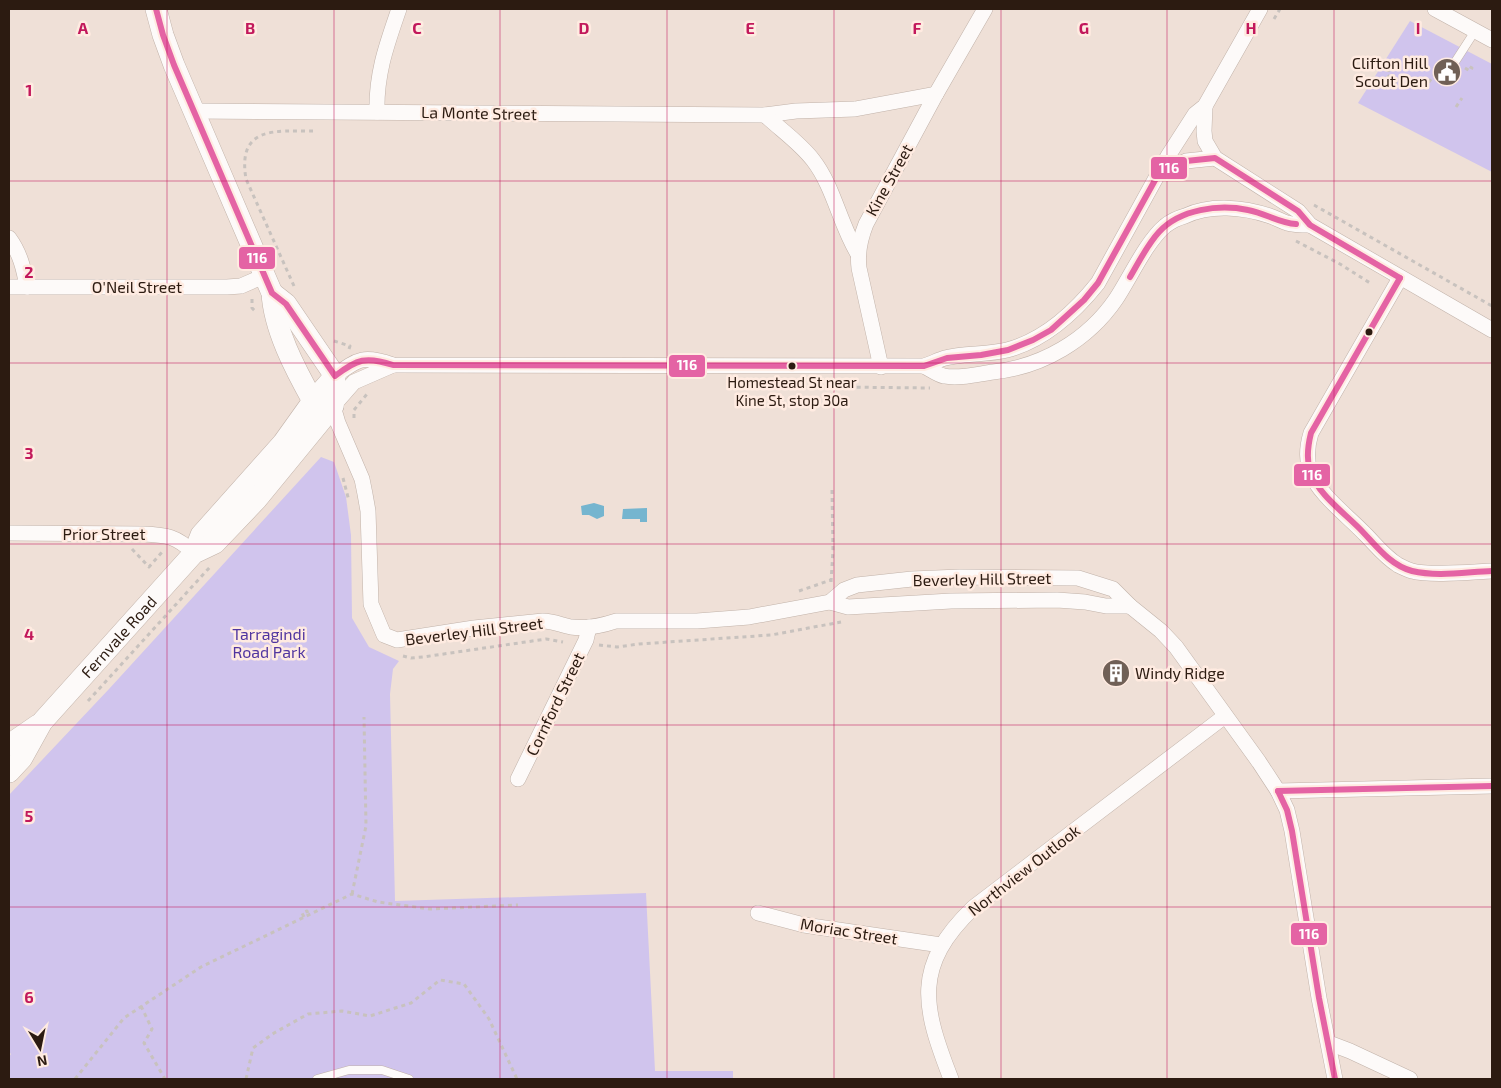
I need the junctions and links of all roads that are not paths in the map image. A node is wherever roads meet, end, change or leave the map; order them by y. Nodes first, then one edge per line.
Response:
1 (156, 9) edge
2 (399, 9) edge
3 (985, 9) edge
4 (1260, 9) edge
5 (1435, 9) edge
6 (1475, 30) junction
7 (1492, 40) edge
8 (1455, 62) dead end
9 (936, 94) junction
10 (1205, 106) junction
11 (193, 111) junction
12 (377, 112) junction
13 (765, 115) junction
14 (1215, 158) junction
15 (1160, 173) junction
16 (1310, 225) junction
17 (9, 238) edge
18 (858, 254) junction
19 (1400, 278) junction
20 (9, 287) edge
21 (28, 287) junction
22 (263, 290) junction
23 (1492, 330) edge
24 (393, 365) junction
25 (924, 366) junction
26 (881, 367) junction
27 (335, 376) junction
28 (313, 401) junction
29 (333, 406) junction
30 (9, 534) edge
31 (194, 553) junction
32 (1492, 572) edge
33 (830, 602) junction
34 (1130, 606) junction
35 (589, 628) junction
36 (1225, 716) junction
37 (42, 722) junction
38 (9, 745) edge
39 (9, 772) edge
40 (518, 779) dead end
41 (1492, 786) edge
42 (1278, 791) junction
43 (758, 912) dead end
44 (941, 945) junction
45 (1329, 1043) junction
46 (317, 1079) edge
47 (410, 1079) edge
48 (951, 1079) edge
49 (1335, 1079) edge
50 (1410, 1079) edge

1 - 11 street
2 - 12 street
3 - 9 street, Kine Street
4 - 10 street
5 - 6 street
6 - 7 street
6 - 8 lane
9 - 13 street, La Monte Street
9 - 18 street, Kine Street
10 - 14 street
10 - 15 street
11 - 12 street, La Monte Street
11 - 22 street
12 - 13 street, La Monte Street
13 - 18 street
14 - 15 street
14 - 16 street
15 - 25 street
16 - 19 street
16 - 25 street
17 - 21 street
18 - 26 street, Kine Street
19 - 23 street
19 - 32 street
20 - 21 street, O'Neil Street
21 - 22 street, O'Neil Street
22 - 27 street
22 - 28 street
24 - 26 street
24 - 27 street
24 - 29 street
25 - 26 street
27 - 28 street, Fernvale Road
27 - 29 street
28 - 29 street
28 - 31 street, Fernvale Road
29 - 31 street, Fernvale Road
29 - 35 street, Beverley Hill Street
30 - 31 street, Prior Street
31 - 37 street, Fernvale Road
33 - 34 street, Beverley Hill Street
33 - 34 street, Beverley Hill Street
33 - 35 street, Beverley Hill Street
34 - 36 street, Beverley Hill Street
35 - 40 street, Cornford Street
36 - 42 street, Beverley Hill Street
36 - 44 street, Northview Outlook
37 - 38 street, Fernvale Road
37 - 39 street, Fernvale Road
41 - 42 street
42 - 45 street, Beverley Hill Street
43 - 44 street, Moriac Street
44 - 48 street, Northview Outlook
45 - 49 street, Beverley Hill Street
45 - 50 street
46 - 47 lane

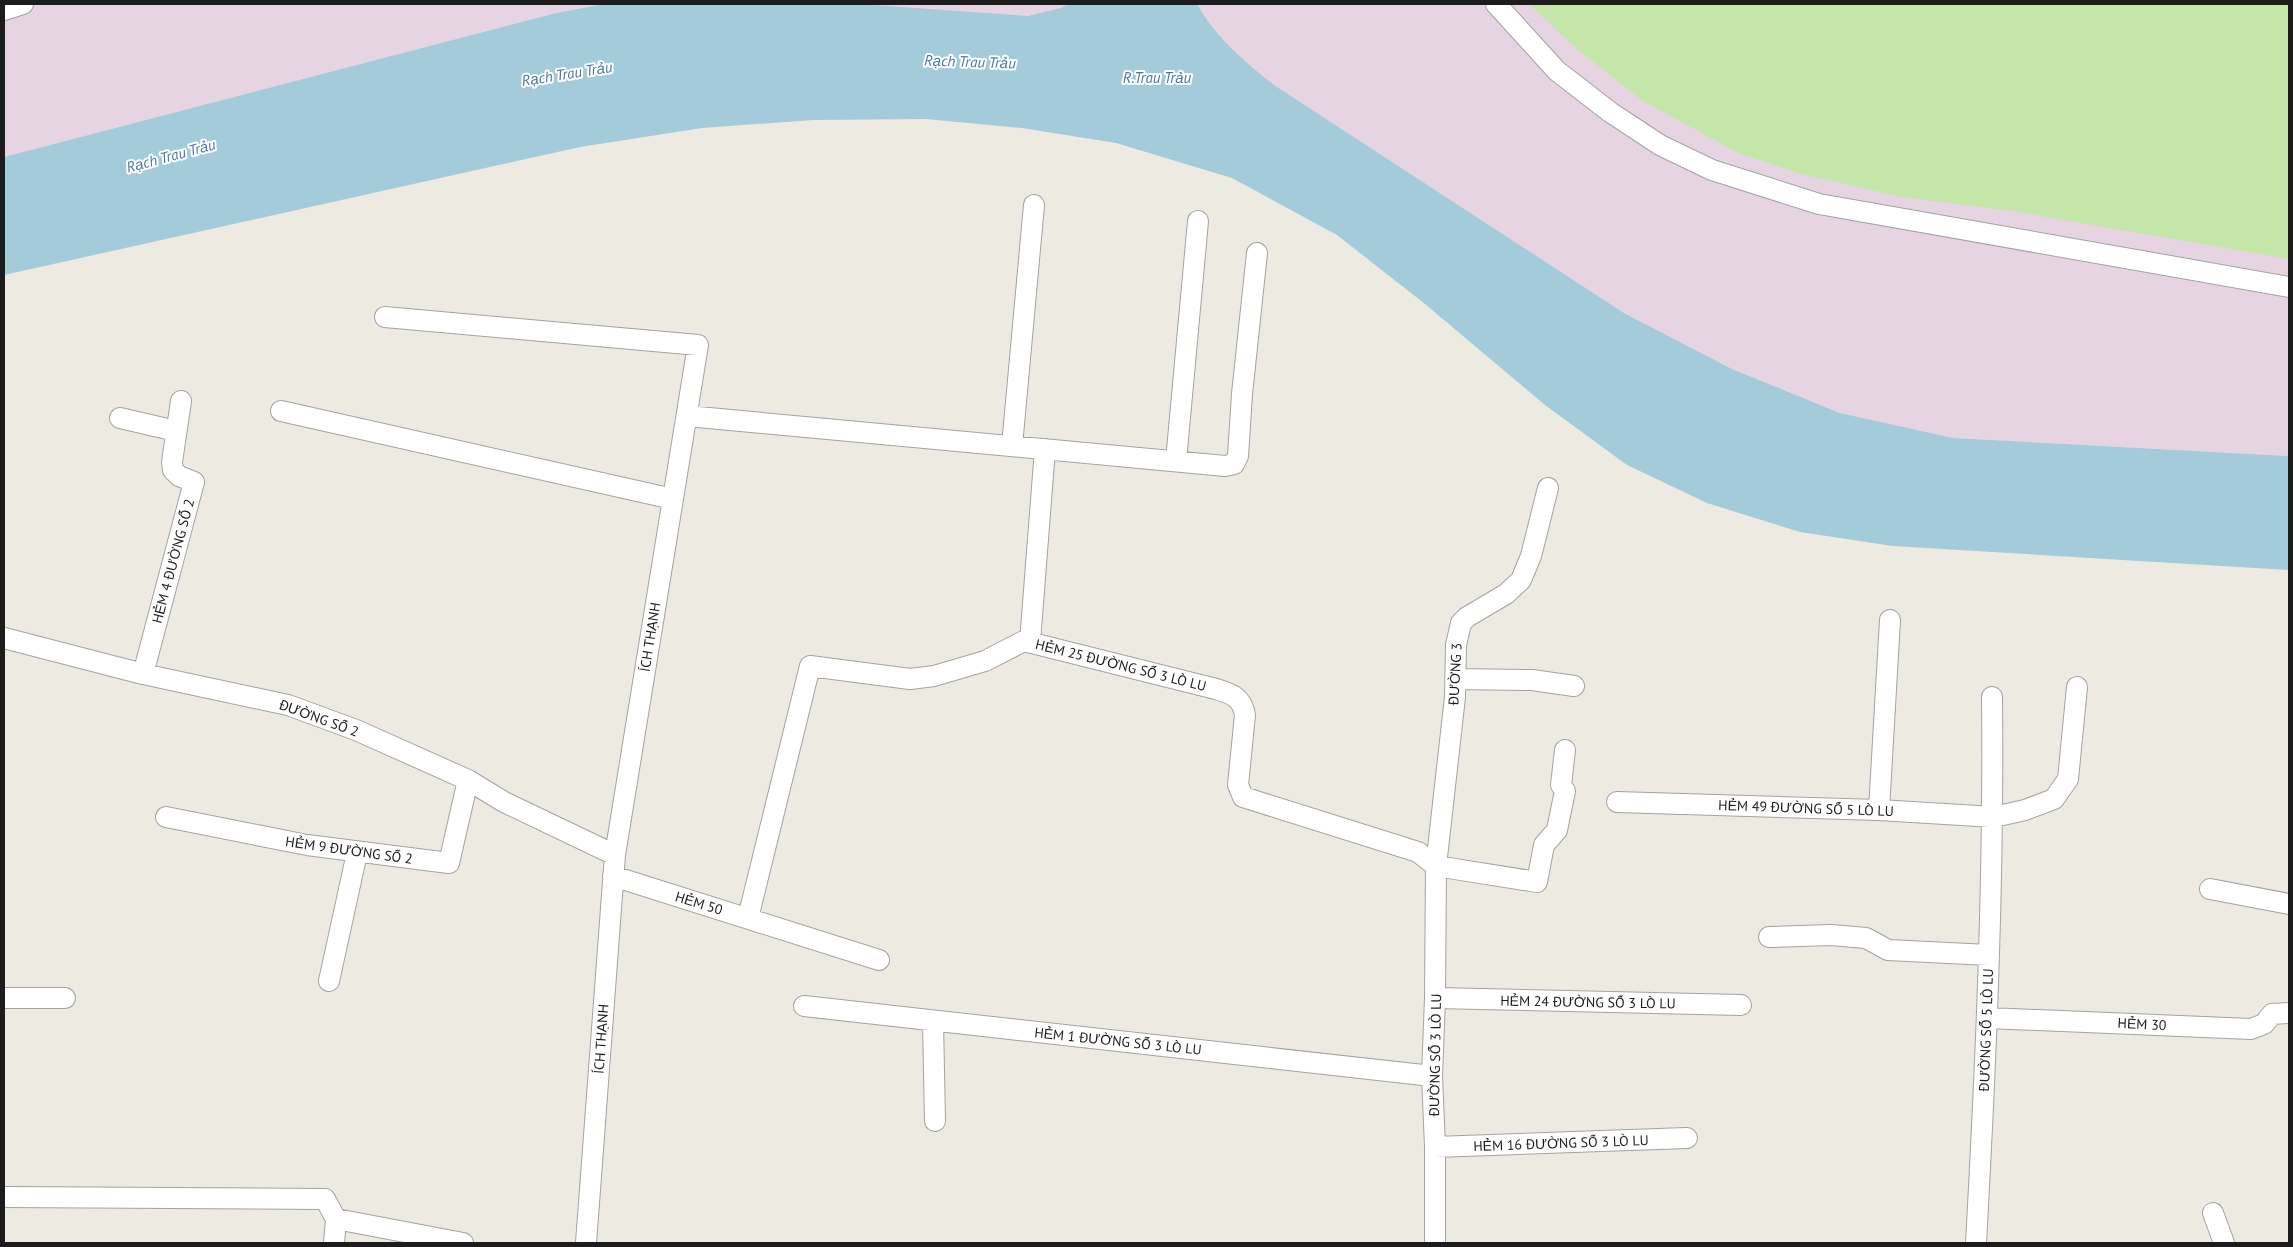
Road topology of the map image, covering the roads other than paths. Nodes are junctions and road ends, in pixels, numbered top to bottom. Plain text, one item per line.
1 (23, 4) edge
2 (1496, 4) edge
3 (4, 10) edge
4 (1034, 204) dead end
5 (1198, 221) dead end
6 (1258, 253) dead end
7 (2289, 287) edge
8 (385, 317) dead end
9 (181, 401) dead end
10 (281, 411) dead end
11 (686, 416) junction
12 (120, 418) dead end
13 (176, 431) junction
14 (1012, 446) junction
15 (1045, 449) junction
16 (1176, 461) junction
17 (1548, 488) dead end
18 (673, 499) junction
19 (1890, 620) dead end
20 (4, 638) edge
21 (1030, 642) junction
22 (143, 674) junction
23 (1456, 679) junction
24 (1574, 686) dead end
25 (2077, 687) dead end
26 (1992, 696) dead end
27 (1565, 750) dead end
28 (468, 780) junction
29 (1617, 802) dead end
30 (1878, 810) junction
31 (166, 817) dead end
32 (1994, 817) junction
33 (357, 853) junction
34 (615, 855) junction
35 (1436, 866) junction
36 (613, 876) junction
37 (2210, 889) dead end
38 (2289, 904) edge
39 (748, 918) junction
40 (1770, 937) dead end
41 (1989, 955) junction
42 (879, 960) dead end
43 (329, 981) dead end
44 (4, 998) edge
45 (65, 998) dead end
46 (1435, 998) junction
47 (804, 1006) dead end
48 (1741, 1006) dead end
49 (2289, 1013) edge
50 (1988, 1018) junction
51 (933, 1020) junction
52 (1432, 1076) junction
53 (935, 1122) dead end
54 (1687, 1138) dead end
55 (1435, 1147) junction
56 (4, 1197) edge
57 (2213, 1213) dead end
58 (336, 1219) junction
59 (334, 1243) edge
60 (462, 1243) edge
61 (586, 1243) edge
62 (1435, 1243) edge
63 (1976, 1243) edge
64 (2224, 1243) edge

1 - 3 street
2 - 7 street
4 - 14 street
5 - 16 street
6 - 16 street
8 - 11 street, ÍCH THẠNH
9 - 13 street, HẺM 4 ĐƯỜNG SỐ 2
10 - 18 street
11 - 14 street
11 - 18 street, ÍCH THẠNH
12 - 13 street
13 - 22 street, HẺM 4 ĐƯỜNG SỐ 2
14 - 15 street
15 - 16 street
15 - 21 street
17 - 23 street, ĐƯỜNG 3
18 - 34 street, ÍCH THẠNH
19 - 30 street
20 - 22 street, ĐƯỜNG SỐ 2
21 - 35 street, HẺM 25 ĐƯỜNG SỐ 3 LÒ LU
21 - 39 street, HẺM 25 ĐƯỜNG SỐ 3 LÒ LU
22 - 28 street, ĐƯỜNG SỐ 2
23 - 24 street
23 - 35 street, ĐƯỜNG 3
25 - 32 street, HẺM 49 ĐƯỜNG SỐ 5 LÒ LU
26 - 32 street, ĐƯỜNG SỐ 5 LÒ LU
27 - 35 street
28 - 33 street, HẺM 9 ĐƯỜNG SỐ 2
28 - 34 street, ĐƯỜNG SỐ 2
29 - 30 street, HẺM 49 ĐƯỜNG SỐ 5 LÒ LU
30 - 32 street, HẺM 49 ĐƯỜNG SỐ 5 LÒ LU
31 - 33 street, HẺM 9 ĐƯỜNG SỐ 2
32 - 41 street, ĐƯỜNG SỐ 5 LÒ LU
33 - 43 street
34 - 36 street, ÍCH THẠNH
35 - 46 street, ĐƯỜNG SỐ 3 LÒ LU
36 - 39 street, HẺM 50
36 - 61 street, ÍCH THẠNH
37 - 38 street
39 - 42 street, HẺM 50
40 - 41 street
41 - 50 street, ĐƯỜNG SỐ 5 LÒ LU
44 - 45 street
46 - 48 street, HẺM 24 ĐƯỜNG SỐ 3 LÒ LU
46 - 52 street, ĐƯỜNG SỐ 3 LÒ LU
47 - 51 street, HẺM 1 ĐƯỜNG SỐ 3 LÒ LU
49 - 50 street, HẺM 30
50 - 63 street, ĐƯỜNG SỐ 5 LÒ LU
51 - 52 street, HẺM 1 ĐƯỜNG SỐ 3 LÒ LU
51 - 53 street
52 - 55 street, ĐƯỜNG SỐ 3 LÒ LU
54 - 55 street, HẺM 16 ĐƯỜNG SỐ 3 LÒ LU
55 - 62 street, ĐƯỜNG SỐ 3 LÒ LU
56 - 58 street
57 - 64 street
58 - 59 street
58 - 60 street

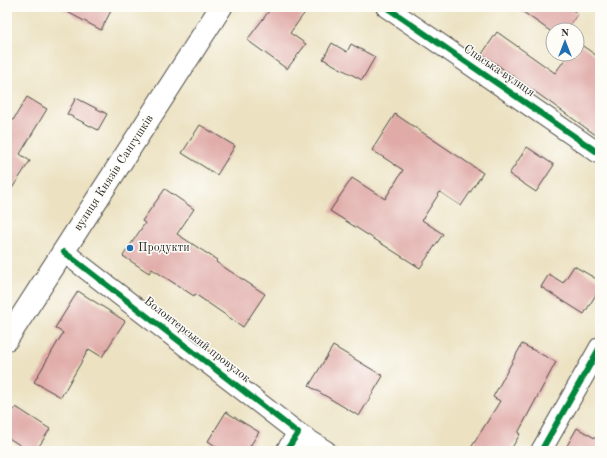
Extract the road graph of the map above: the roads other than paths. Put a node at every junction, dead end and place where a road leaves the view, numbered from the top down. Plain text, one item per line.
1 (221, 7) edge
2 (386, 7) edge
3 (600, 154) edge
4 (64, 252) junction
5 (7, 339) edge
6 (600, 347) edge
7 (298, 433) junction
8 (286, 451) edge
9 (326, 451) edge
10 (541, 451) edge

1 - 4 main road, вулиця Князів Сангушків
2 - 3 street, Спаська вулиця
4 - 5 main road, вулиця Князів Сангушків
4 - 7 street, Волонтерський провулок
6 - 10 street
7 - 8 street
7 - 9 street, Волонтерський провулок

****************************************

Transcribe, word for word, every line from the one containing "Extract the road" through the final line of the entries, and nothing else.

Extract the road graph of the map above: the roads other than paths. Put a node at every junction, dead end and place where a road leaves the view, numbered from the top down. Plain text, one item per line.
1 (221, 7) edge
2 (386, 7) edge
3 (600, 154) edge
4 (64, 252) junction
5 (7, 339) edge
6 (600, 347) edge
7 (298, 433) junction
8 (286, 451) edge
9 (326, 451) edge
10 (541, 451) edge

1 - 4 main road, вулиця Князів Сангушків
2 - 3 street, Спаська вулиця
4 - 5 main road, вулиця Князів Сангушків
4 - 7 street, Волонтерський провулок
6 - 10 street
7 - 8 street
7 - 9 street, Волонтерський провулок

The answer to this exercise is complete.